I am a new user of basic stamp. I'm on a robotic project that needs me to control a servo motor using the encoder. The motor has to turn in exactly the same amount as the encoder, and the encoder is controlled by the user. I can achieve this using basic stamp but the response is a little slow; the motor started turning just a bit later after the user turns the encoder. Is there a way to obtain real-time response using basic stamp, or something close to real time? i would like to ask wat is the limit on the response speed of basic stamp, say for the latest 2px.

Thank you.

Kevin Wood
01-25-2006, 04:54 PM
I believe that the limitation here is the time it takes for the PBasic code to be interpreted. The faster stamps get more done in the same amount of time, so the response would be faster, but you might want to skip the Stamps, and use an SX. The SX can be clocked to 75 MHz, and can achieve 75 MIPS. You can program it in SX/B (Basic) or assembly.

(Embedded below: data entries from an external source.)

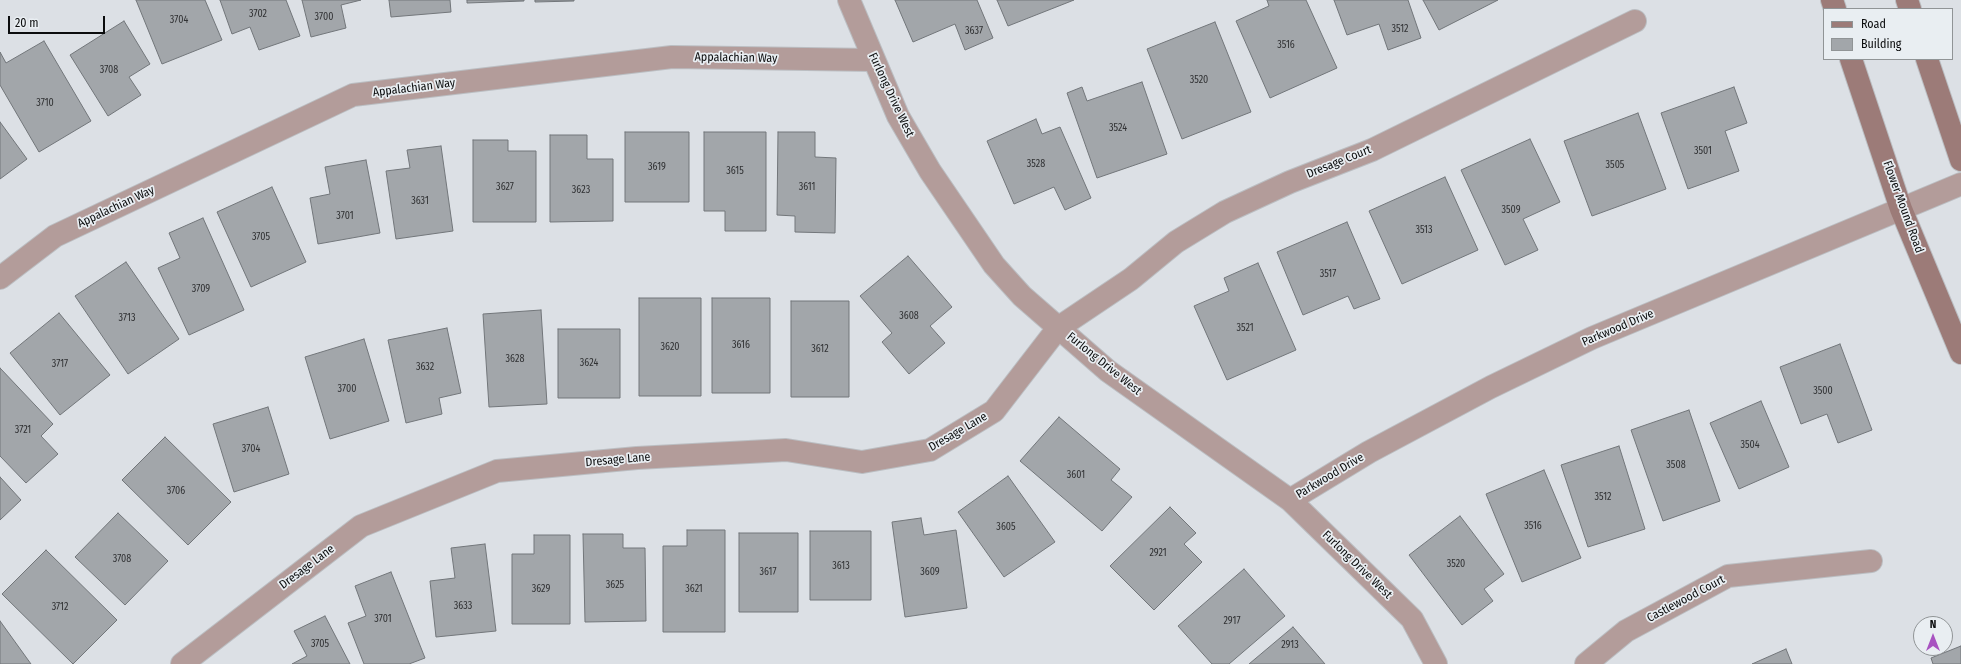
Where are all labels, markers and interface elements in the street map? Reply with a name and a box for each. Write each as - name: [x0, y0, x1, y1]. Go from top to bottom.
- scale bar: [10, 8, 107, 34]
- house number: 3702: [249, 8, 267, 20]
- legend: [1823, 8, 1953, 60]
- house number: 3700: [315, 11, 333, 23]
- house number: 3704: [170, 14, 188, 26]
- text: 20 m: [15, 16, 39, 30]
- text: Road: [1861, 17, 1886, 31]
- house number: 3512: [1392, 23, 1408, 35]
- house number: 3637: [965, 25, 983, 37]
- text: Building: [1861, 37, 1901, 51]
- house number: 3516: [1277, 39, 1295, 51]
- street label: Appalachian Way: [694, 50, 778, 66]
- street label: Furlong Drive West: [865, 50, 917, 140]
- house number: 3708: [100, 64, 118, 76]
- house number: 3520: [1190, 74, 1208, 86]
- street label: Appalachian Way: [372, 76, 456, 100]
- house number: 3710: [36, 97, 54, 109]
- house number: 3524: [1109, 122, 1127, 134]
- street label: Dresage Court: [1305, 143, 1373, 181]
- house number: 3501: [1694, 145, 1712, 157]
- house number: 3528: [1027, 158, 1045, 170]
- house number: 3505: [1606, 159, 1624, 171]
- street label: Flower Mound Road: [1880, 159, 1926, 255]
- house number: 3619: [648, 161, 666, 173]
- house number: 3615: [726, 165, 744, 177]
- house number: 3627: [496, 181, 514, 193]
- house number: 3611: [799, 181, 815, 193]
- street label: Appalachian Way: [75, 183, 157, 231]
- house number: 3623: [572, 184, 590, 196]
- house number: 3631: [411, 195, 429, 207]
- house number: 3509: [1501, 204, 1521, 216]
- house number: 3701: [336, 210, 354, 222]
- house number: 3513: [1415, 224, 1433, 236]
- house number: 3705: [252, 231, 270, 243]
- house number: 3517: [1320, 268, 1336, 280]
- house number: 3709: [192, 283, 210, 295]
- street label: Parkwood Drive: [1580, 306, 1656, 350]
- house number: 3608: [899, 310, 919, 322]
- house number: 3713: [119, 312, 135, 324]
- house number: 3521: [1236, 322, 1254, 334]
- street label: Furlong Drive West: [1064, 330, 1144, 398]
- house number: 3616: [732, 339, 750, 351]
- house number: 3620: [661, 341, 679, 353]
- house number: 3612: [811, 343, 829, 355]
- house number: 3628: [506, 353, 524, 365]
- house number: 3624: [580, 357, 598, 369]
- house number: 3717: [52, 358, 68, 370]
- house number: 3632: [416, 361, 434, 373]
- house number: 3700: [338, 383, 356, 395]
- house number: 3500: [1813, 385, 1833, 397]
- street label: Dresage Lane: [926, 409, 990, 455]
- house number: 3721: [15, 424, 31, 436]
- house number: 3504: [1740, 439, 1760, 451]
- house number: 3704: [242, 443, 260, 455]
- street label: Dresage Lane: [585, 450, 651, 470]
- street label: Parkwood Drive: [1294, 450, 1366, 502]
- house number: 3508: [1666, 459, 1686, 471]
- house number: 3601: [1067, 469, 1085, 481]
- house number: 3706: [167, 485, 185, 497]
- house number: 3512: [1595, 491, 1611, 503]
- house number: 3516: [1524, 520, 1542, 532]
- house number: 3605: [996, 521, 1016, 533]
- street label: Furlong Drive West: [1319, 528, 1395, 602]
- street label: Dresage Lane: [277, 542, 337, 592]
- house number: 2921: [1149, 547, 1167, 559]
- house number: 3708: [113, 553, 131, 565]
- house number: 3520: [1447, 558, 1465, 570]
- house number: 3613: [832, 560, 850, 572]
- house number: 3617: [760, 566, 776, 578]
- house number: 3609: [920, 566, 940, 578]
- street label: Castlewood Court: [1645, 572, 1727, 626]
- house number: 3625: [606, 579, 624, 591]
- house number: 3629: [532, 583, 550, 595]
- house number: 3621: [685, 583, 703, 595]
- house number: 3633: [454, 600, 472, 612]
- house number: 3712: [52, 601, 68, 613]
- house number: 3701: [374, 613, 392, 625]
- house number: 2917: [1224, 615, 1240, 627]
- north arrow: [1913, 616, 1953, 656]
- text: N: [1930, 618, 1936, 631]
- house number: 3705: [311, 638, 329, 650]
- house number: 2913: [1281, 639, 1299, 651]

For the Stamps, there is a spec sheet that you can download that lists the approx. # of instructions per second that the stamps will perform. The BS2 is ~4000, the Px is ~19,000. So you should see an increase of responsiveness. But for comparison, the Px uses an SX48 processor clocked at 32Mhz to give you the ~19,000 IPS. You could run the SX48 at 32MHz, and get 32 Mips. Or run it at 4MHz for 4Mips.

Paul Baker
01-25-2006, 11:38 PM
While there is limitations to the responsiveness of a Stamp as Kevin has pointed out, still execution of commands in the hundreds of microseconds should apear to a human observer to be fairly instantaneous. Can you post the section of code where this is occuring, I think your problem may lie within it. More specifically which commands you use to implement the functionality, there is always more that one way to achieve the same objective, some are better suited than others.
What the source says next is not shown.